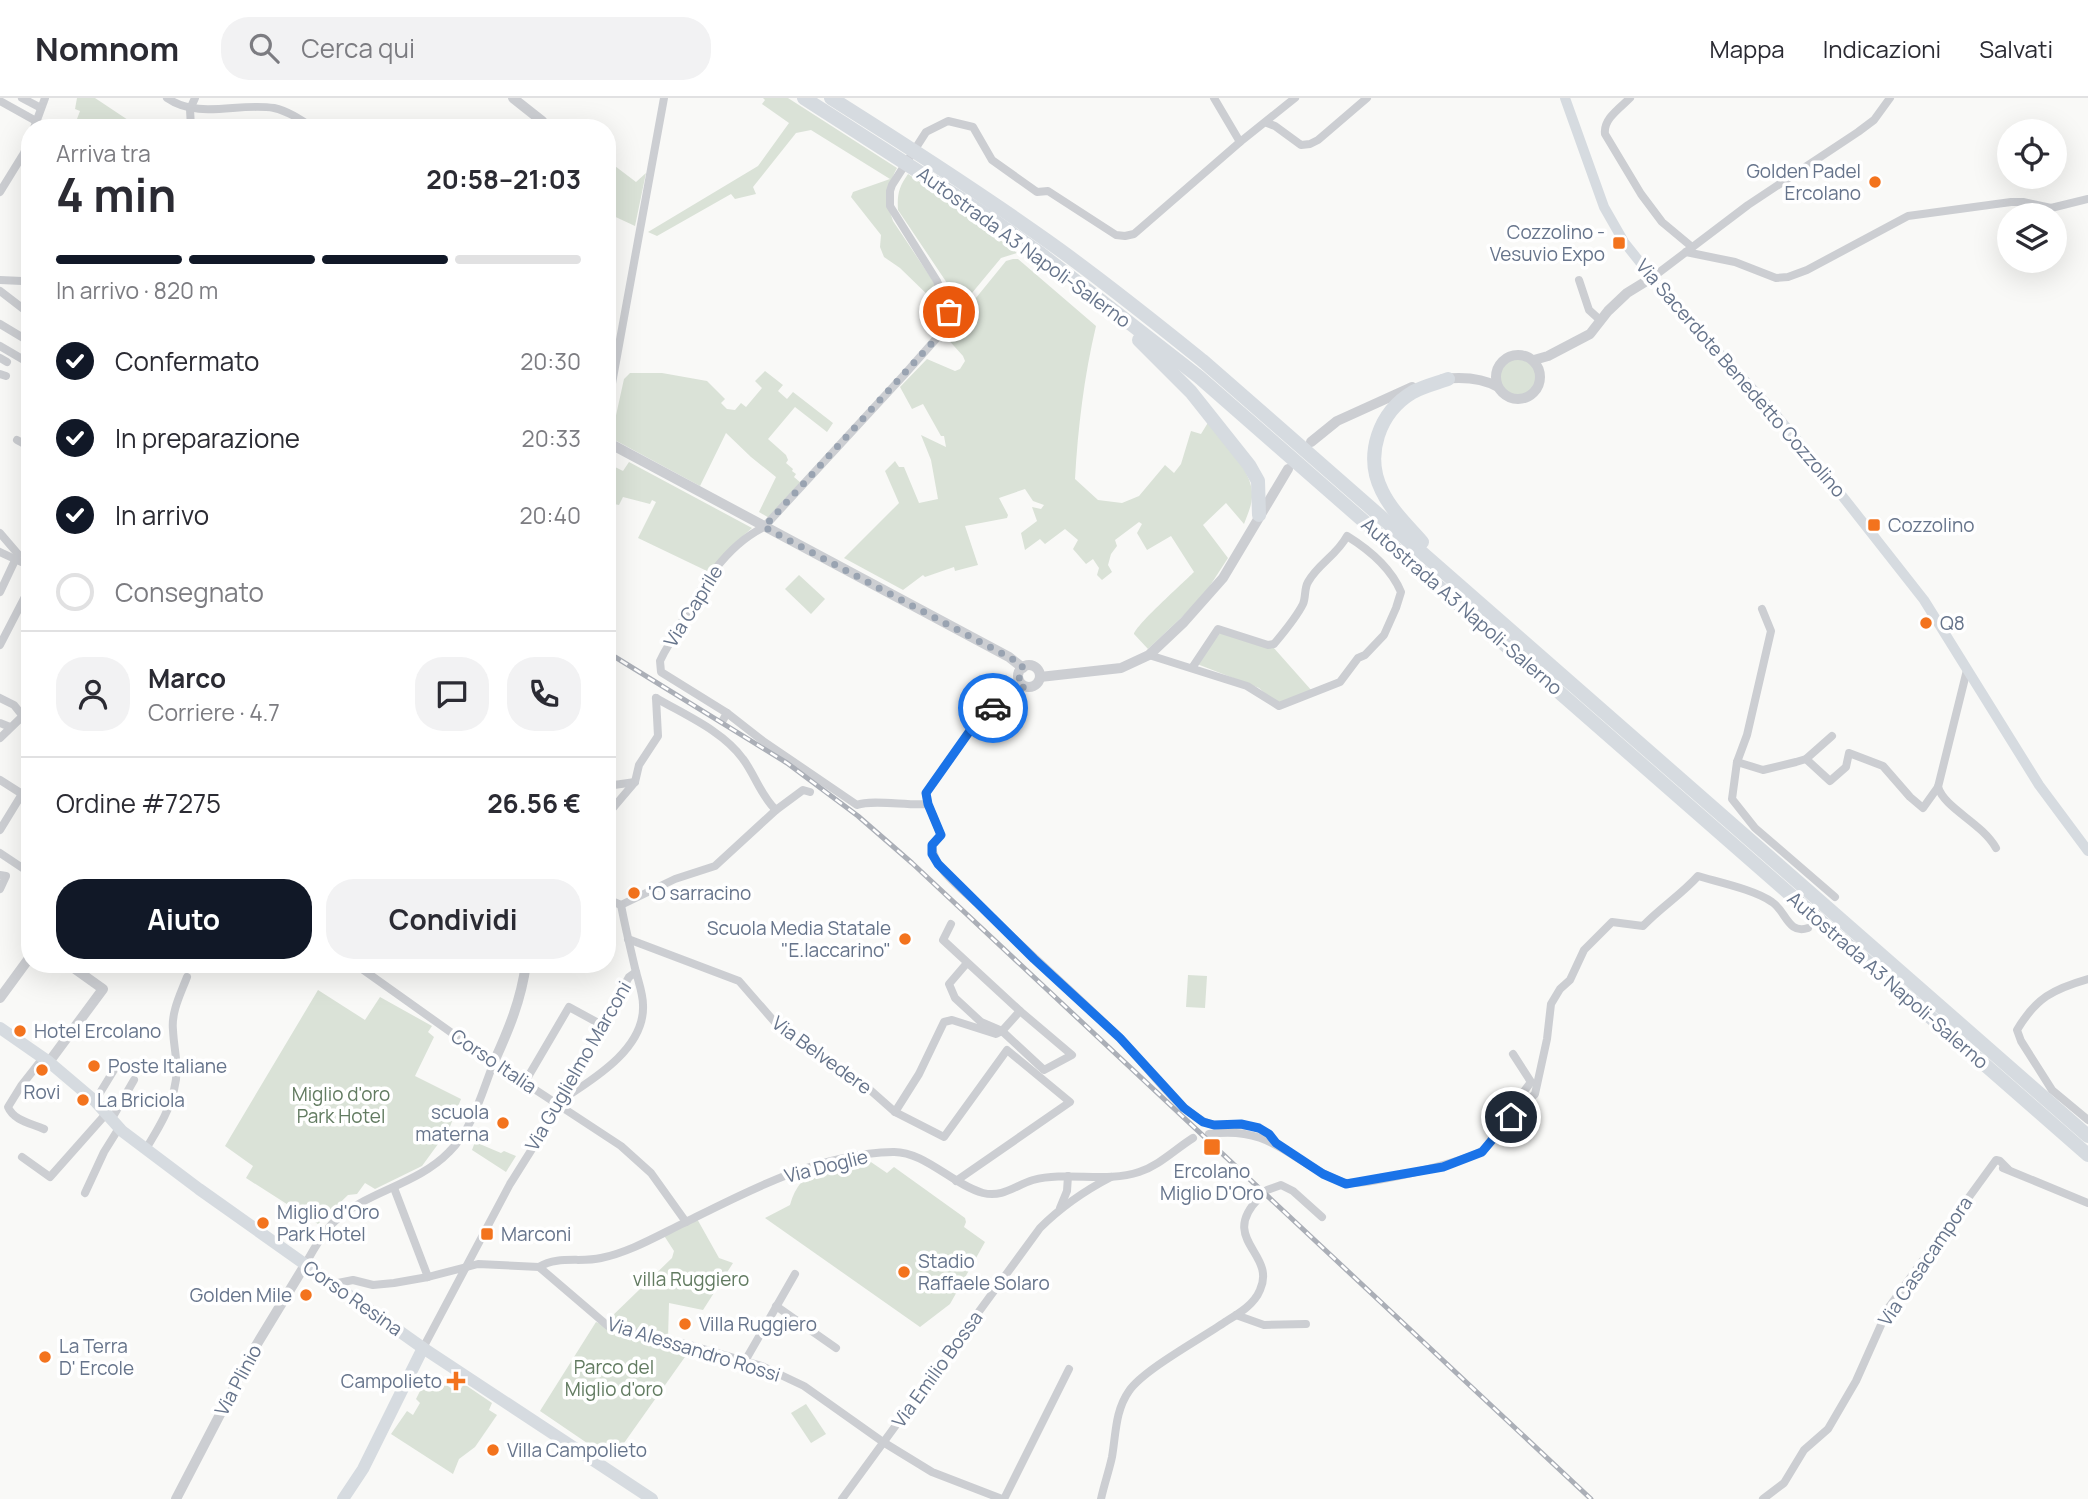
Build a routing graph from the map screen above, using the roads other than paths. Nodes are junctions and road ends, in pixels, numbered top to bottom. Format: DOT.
graph roads {
  1 [pos="22,98"];
  2 [pos="45,98"];
  3 [pos="167,98"];
  4 [pos="195,98"];
  5 [pos="513,98"];
  6 [pos="664,98"];
  7 [pos="804,98"];
  8 [pos="831,98"];
  9 [pos="1213,98"];
  10 [pos="1296,98"];
  11 [pos="1367,98"];
  12 [pos="1565,98"];
  13 [pos="1630,98"];
  14 [pos="1890,98"];
  15 [pos="0,101"];
  16 [pos="41,108"];
  17 [pos="190,109"];
  18 [pos="27,119"];
  19 [pos="37,119"];
  20 [pos="191,119"];
  21 [pos="301,119"];
  22 [pos="539,119"];
  23 [pos="1267,123"];
  24 [pos="1240,142"];
  25 [pos="21,158"];
  26 [pos="0,192"];
  27 [pos="2088,199"];
  28 [pos="1689,250"];
  29 [pos="1041,254"];
  30 [pos="1653,277"];
  31 [pos="0,280"];
  32 [pos="1579,280"];
  33 [pos="21,281"];
  34 [pos="0,291"];
  35 [pos="21,307"];
  36 [pos="1600,320"];
  37 [pos="0,324"];
  38 [pos="21,337"];
  39 [pos="0,346"];
  40 [pos="1548,356"];
  41 [pos="21,358"];
  42 [pos="1534,360"];
  43 [pos="616,362"];
  44 [pos="1497,369"];
  45 [pos="1540,371"];
  46 [pos="1465,378"];
  47 [pos="1448,379"];
  48 [pos="1498,387"];
  49 [pos="17,440"];
  50 [pos="21,442"];
  51 [pos="1311,442"];
  52 [pos="616,447"];
  53 [pos="1288,469"];
  54 [pos="1259,515"];
  55 [pos="764,527"];
  56 [pos="0,533"];
  57 [pos="0,552"];
  58 [pos="17,560"];
  59 [pos="21,562"];
  60 [pos="0,592"];
  61 [pos="21,606"];
  62 [pos="1762,608"];
  63 [pos="1494,615"];
  64 [pos="0,645"];
  65 [pos="1149,655"];
  66 [pos="1023,668"];
  67 [pos="1192,668"];
  68 [pos="1967,670"];
  69 [pos="1040,677"];
  70 [pos="1025,686"];
  71 [pos="0,698"];
  72 [pos="21,709"];
  73 [pos="21,717"];
  74 [pos="0,723"];
  75 [pos="10,727"];
  76 [pos="1832,736"];
  77 [pos="0,738"];
  78 [pos="1806,759"];
  79 [pos="1737,762"];
  80 [pos="0,780"];
  81 [pos="635,782"];
  82 [pos="616,785"];
  83 [pos="1938,787"];
  84 [pos="810,792"];
  85 [pos="21,794"];
  86 [pos="21,803"];
  87 [pos="616,804"];
  88 [pos="928,804"];
  89 [pos="776,810"];
  90 [pos="0,830"];
  91 [pos="1996,848"];
  92 [pos="2088,851"];
  93 [pos="0,853"];
  94 [pos="21,867"];
  95 [pos="0,875"];
  96 [pos="0,889"];
  97 [pos="1835,897"];
  98 [pos="616,903"];
  99 [pos="621,905"];
  100 [pos="951,924"];
  101 [pos="1808,928"];
  102 [pos="628,939"];
  103 [pos="967,963"];
  104 [pos="21,969"];
  105 [pos="636,972"];
  106 [pos="81,973"];
  107 [pos="368,973"];
  108 [pos="525,973"];
  109 [pos="187,977"];
  110 [pos="2088,979"];
  111 [pos="0,998"];
  112 [pos="1020,1011"];
  113 [pos="602,1025"];
  114 [pos="0,1028"];
  115 [pos="1002,1031"];
  116 [pos="1513,1054"];
  117 [pos="46,1060"];
  118 [pos="494,1062"];
  119 [pos="117,1065"];
  120 [pos="134,1080"];
  121 [pos="525,1082"];
  122 [pos="94,1101"];
  123 [pos="561,1102"];
  124 [pos="895,1112"];
  125 [pos="1511,1117"];
  126 [pos="2088,1120"];
  127 [pos="112,1121"];
  128 [pos="44,1129"];
  129 [pos="1209,1134"];
  130 [pos="2088,1136"];
  131 [pos="1193,1138"];
  132 [pos="1276,1143"];
  133 [pos="146,1149"];
  134 [pos="2088,1155"];
  135 [pos="22,1157"];
  136 [pos="1115,1175"];
  137 [pos="1072,1176"];
  138 [pos="956,1181"];
  139 [pos="394,1188"];
  140 [pos="1267,1190"];
  141 [pos="85,1193"];
  142 [pos="1075,1197"];
  143 [pos="1259,1198"];
  144 [pos="2088,1203"];
  145 [pos="1060,1208"];
  146 [pos="1322,1217"];
  147 [pos="686,1222"];
  148 [pos="305,1265"];
  149 [pos="464,1267"];
  150 [pos="538,1267"];
  151 [pos="795,1274"];
  152 [pos="428,1277"];
  153 [pos="333,1284"];
  154 [pos="776,1306"];
  155 [pos="1236,1315"];
  156 [pos="1306,1324"];
  157 [pos="423,1348"];
  158 [pos="836,1348"];
  159 [pos="745,1361"];
  160 [pos="1069,1369"];
  161 [pos="883,1442"];
  162 [pos="176,1499"];
  163 [pos="343,1499"];
  164 [pos="652,1499"];
  165 [pos="842,1499"];
  166 [pos="1003,1499"];
  167 [pos="1101,1499"];
  168 [pos="1763,1499"];
  1 -- 16 [label="street"];
  2 -- 16 [label="street"];
  3 -- 17 [label="street"];
  4 -- 17 [label="street"];
  5 -- 22 [label="street"];
  6 -- 43 [label="street"];
  7 -- 29 [label="highway, Autostrada A3 Napoli-Salerno"];
  8 -- 63 [label="highway, Autostrada A3 Napoli-Salerno"];
  9 -- 24 [label="street"];
  10 -- 23 [label="street"];
  11 -- 23 [label="street"];
  12 -- 30 [label="main road, Via Sacerdote Benedetto Cozzolino"];
  13 -- 28 [label="street"];
  14 -- 28 [label="street"];
  15 -- 18 [label="street"];
  16 -- 19 [label="street"];
  17 -- 20 [label="street"];
  17 -- 21 [label="street"];
  23 -- 24 [label="street"];
  24 -- 55 [label="street, Via Caprile"];
  25 -- 26 [label="street"];
  27 -- 28 [label="street"];
  28 -- 30 [label="street"];
  29 -- 54 [label="highway"];
  29 -- 134 [label="highway, Autostrada A3 Napoli-Salerno"];
  30 -- 36 [label="street"];
  30 -- 68 [label="main road, Via Sacerdote Benedetto Cozzolino"];
  31 -- 33 [label="street"];
  32 -- 36 [label="street"];
  34 -- 35 [label="street"];
  36 -- 40 [label="street"];
  37 -- 38 [label="street"];
  39 -- 41 [label="street"];
  40 -- 42 [label="street"];
  40 -- 45 [label="street"];
  42 -- 44 [label="street"];
  42 -- 45 [label="street"];
  44 -- 46 [label="street"];
  44 -- 48 [label="street"];
  45 -- 48 [label="street"];
  46 -- 47 [label="street"];
  46 -- 48 [label="street"];
  47 -- 51 [label="street"];
  47 -- 63 [label="highway"];
  49 -- 50 [label="street"];
  52 -- 55 [label="street"];
  53 -- 54 [label="street"];
  54 -- 65 [label="street"];
  55 -- 66 [label="street"];
  55 -- 88 [label="street, Via Caprile"];
  56 -- 58 [label="street"];
  57 -- 58 [label="street"];
  58 -- 59 [label="street"];
  58 -- 60 [label="street"];
  61 -- 64 [label="street"];
  62 -- 79 [label="street"];
  63 -- 130 [label="highway, Autostrada A3 Napoli-Salerno"];
  65 -- 67 [label="street"];
  65 -- 69 [label="street"];
  66 -- 69 [label="street"];
  66 -- 70 [label="street"];
  67 -- 67 [label="street"];
  68 -- 83 [label="street"];
  68 -- 92 [label="main road, Via Sacerdote Benedetto Cozzolino"];
  69 -- 70 [label="street"];
  70 -- 88 [label="street"];
  71 -- 72 [label="street"];
  73 -- 75 [label="street"];
  74 -- 75 [label="street"];
  75 -- 77 [label="street"];
  76 -- 78 [label="street"];
  78 -- 79 [label="street"];
  78 -- 83 [label="street"];
  79 -- 97 [label="street"];
  80 -- 85 [label="street"];
  81 -- 82 [label="street"];
  81 -- 87 [label="street"];
  81 -- 89 [label="street"];
  83 -- 91 [label="street"];
  84 -- 89 [label="street"];
  86 -- 90 [label="street"];
  88 -- 132 [label="street"];
  89 -- 99 [label="street"];
  93 -- 94 [label="street"];
  95 -- 96 [label="street"];
  98 -- 99 [label="street"];
  99 -- 102 [label="street, Via Guglielmo Marconi"];
  100 -- 103 [label="street"];
  101 -- 125 [label="street"];
  102 -- 105 [label="street, Via Guglielmo Marconi"];
  102 -- 124 [label="street, Via Belvedere"];
  103 -- 112 [label="street"];
  103 -- 115 [label="street"];
  104 -- 111 [label="street"];
  105 -- 113 [label="street, Via Guglielmo Marconi"];
  105 -- 123 [label="street"];
  106 -- 117 [label="street"];
  107 -- 118 [label="street, Corso Italia"];
  108 -- 118 [label="street"];
  109 -- 133 [label="street"];
  110 -- 126 [label="street"];
  112 -- 115 [label="street"];
  112 -- 115 [label="street"];
  113 -- 121 [label="street"];
  113 -- 123 [label="street, Via Guglielmo Marconi"];
  114 -- 117 [label="main road, Corso Resina"];
  115 -- 124 [label="street"];
  116 -- 125 [label="street"];
  117 -- 122 [label="main road, Corso Resina"];
  117 -- 128 [label="street"];
  118 -- 121 [label="street, Corso Italia"];
  118 -- 139 [label="street"];
  119 -- 122 [label="street"];
  120 -- 127 [label="street"];
  121 -- 123 [label="street, Corso Italia"];
  122 -- 127 [label="main road, Corso Resina"];
  123 -- 147 [label="street, Corso Italia"];
  123 -- 149 [label="street, Via Guglielmo Marconi"];
  124 -- 138 [label="street, Via Belvedere"];
  125 -- 132 [label="street"];
  127 -- 133 [label="main road, Corso Resina"];
  127 -- 135 [label="street"];
  127 -- 141 [label="street"];
  129 -- 132 [label="street"];
  131 -- 136 [label="street, Via Doglie"];
  133 -- 148 [label="main road, Corso Resina"];
  136 -- 137 [label="street, Via Doglie"];
  136 -- 142 [label="street, Via Emilio Bossa"];
  137 -- 138 [label="street, Via Doglie"];
  137 -- 142 [label="street"];
  137 -- 145 [label="street, Via Emilio Bossa"];
  138 -- 147 [label="street, Via Doglie"];
  139 -- 148 [label="street"];
  139 -- 152 [label="street"];
  140 -- 146 [label="street"];
  142 -- 145 [label="street, Via Emilio Bossa"];
  143 -- 155 [label="street"];
  144 -- 168 [label="street, Via Casacampora"];
  145 -- 161 [label="street, Via Emilio Bossa"];
  147 -- 150 [label="street, Via Doglie"];
  148 -- 153 [label="main road, Corso Resina"];
  148 -- 162 [label="street, Via Plinio"];
  149 -- 150 [label="street"];
  149 -- 152 [label="street"];
  149 -- 157 [label="street, Via Guglielmo Marconi"];
  150 -- 159 [label="street, Via Alessandro Rossi"];
  151 -- 154 [label="street"];
  152 -- 153 [label="street"];
  153 -- 157 [label="main road, Corso Resina"];
  154 -- 158 [label="street"];
  154 -- 159 [label="street"];
  155 -- 156 [label="street"];
  155 -- 167 [label="street"];
  157 -- 163 [label="main road"];
  157 -- 164 [label="main road, Corso Resina"];
  159 -- 161 [label="street, Via Alessandro Rossi"];
  160 -- 166 [label="street"];
  161 -- 165 [label="street, Via Emilio Bossa"];
  161 -- 166 [label="street, Via Alessandro Rossi"];
}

> _Work instruction_
Every line that contains "Salerno" should be copied out of the data.

> _Your response_
  7 -- 29 [label="highway, Autostrada A3 Napoli-Salerno"];
  8 -- 63 [label="highway, Autostrada A3 Napoli-Salerno"];
  29 -- 134 [label="highway, Autostrada A3 Napoli-Salerno"];
  63 -- 130 [label="highway, Autostrada A3 Napoli-Salerno"];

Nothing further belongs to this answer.